いや違う、大切なものを失ってようやくわかった。
あの光は天上の恵みではなく地獄の業火だったのだ。
私は登っていたのではなく、堕ちていた。

陽の当たる表舞台に躍り出ても賞賛と栄誉を得ても、拭えぬ血と硝煙の香り。数多の人間を操り莫大な金を動かせども、満たされぬこの心。
私を最期に満たすものは一体何だというのだろうか。


かつて絶大な権力を誇ったマイケル・コルレオーネ。
未だ満たされぬ愛への渇望、そして振り払えぬ闇の顔。
映画史に燦然と輝く愛の物語、終幕の時。

PartⅡでは苦難に直面するマイケルと黄金時代へと歩む若きヴィトーの対比が描かれたが、今作では自分の人生への懺悔に揺らぐマイケルとかつての自分のように野心と自信に満ち溢れたヴィンセントが対比的に描かれる。
ソニーの息子で血気盛んなヴィンセント(アンディ・ガルシア)の登場で次世代の台頭を肌で感じられ、かつ時代の変化を実感できる。これにより年を重ねたからこそ表面に現れてきたマイケルの脆さを印象付けられる。

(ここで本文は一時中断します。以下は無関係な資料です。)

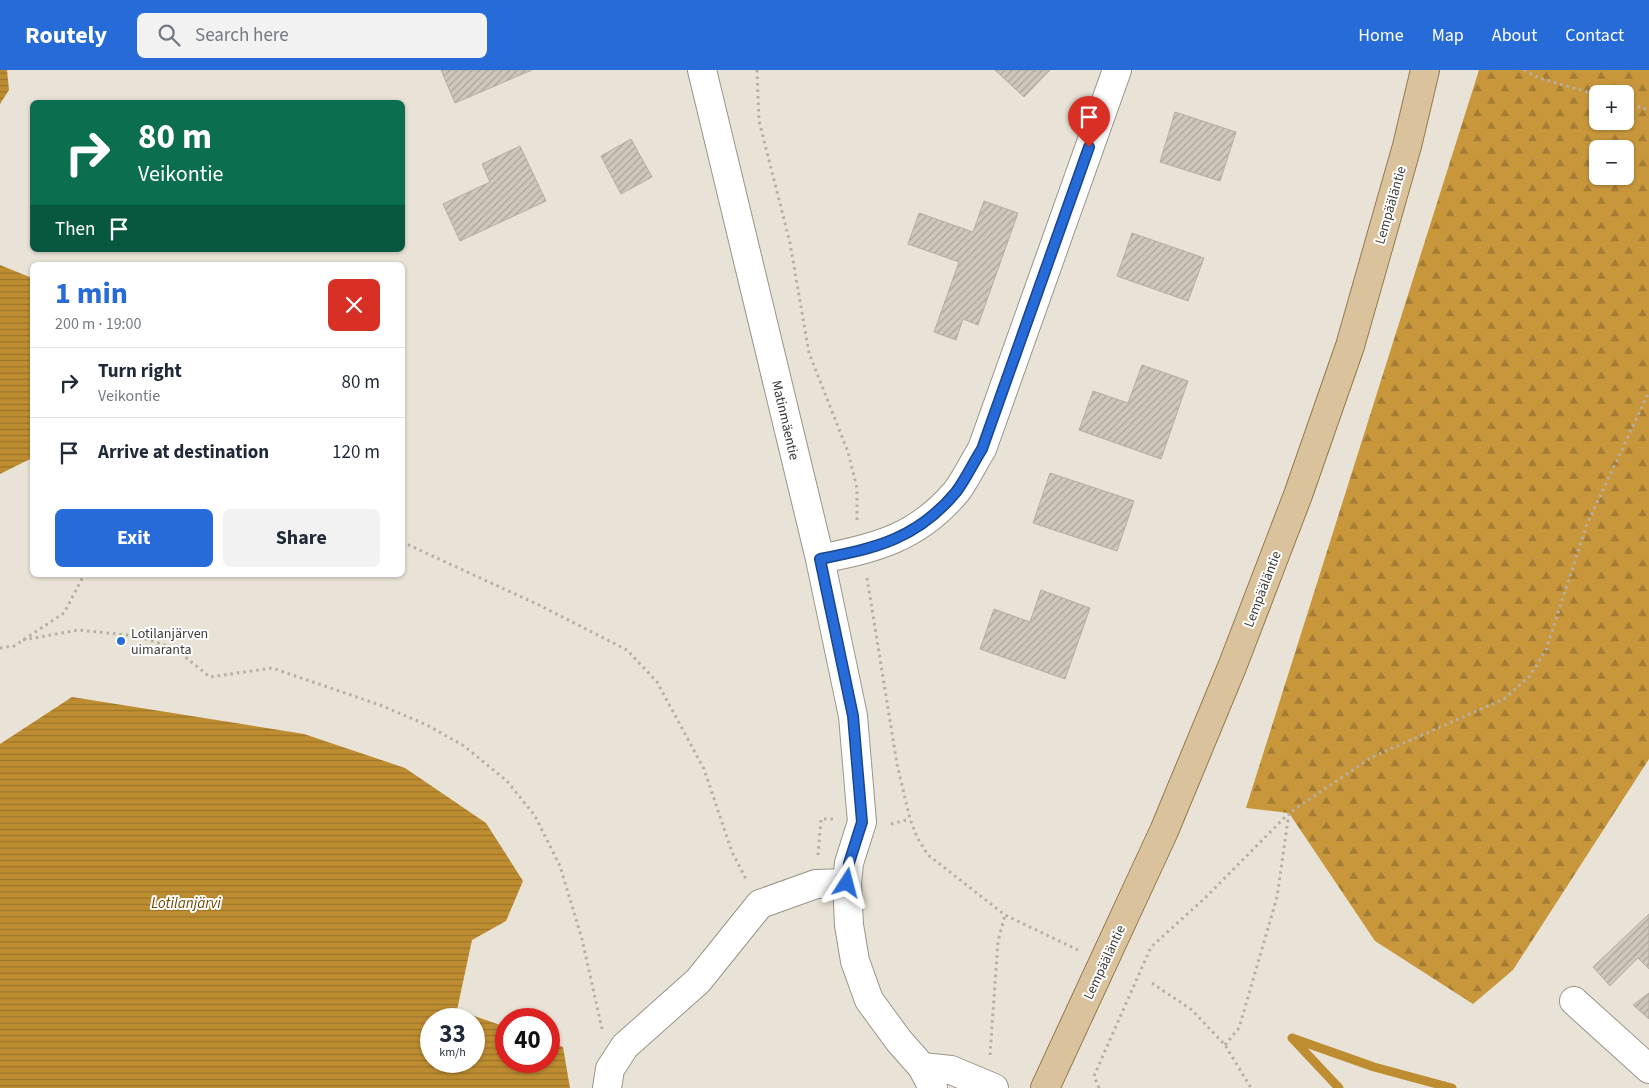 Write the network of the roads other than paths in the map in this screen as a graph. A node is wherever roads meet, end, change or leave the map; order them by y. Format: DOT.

みなぎる自信が瞳に宿った『ゴッドファーザー』、愛ゆえの苦悩に直面した『ゴッドファーザーPartⅡ』、そして膨らみすぎた血の代償を遂に払う時が来た『ゴッドファーザー〈最終章〉』。
時代が移り変わっても変わらないものがある。愛。それは強さであり弱さであり、人間に流れる血の如き代物。それ無しには生きられないのである。愛のために流した血は、愛の喪失によって贖われる。

そうして、『愛』に人生を捧げた男の最期は『哀』に終わるのであった。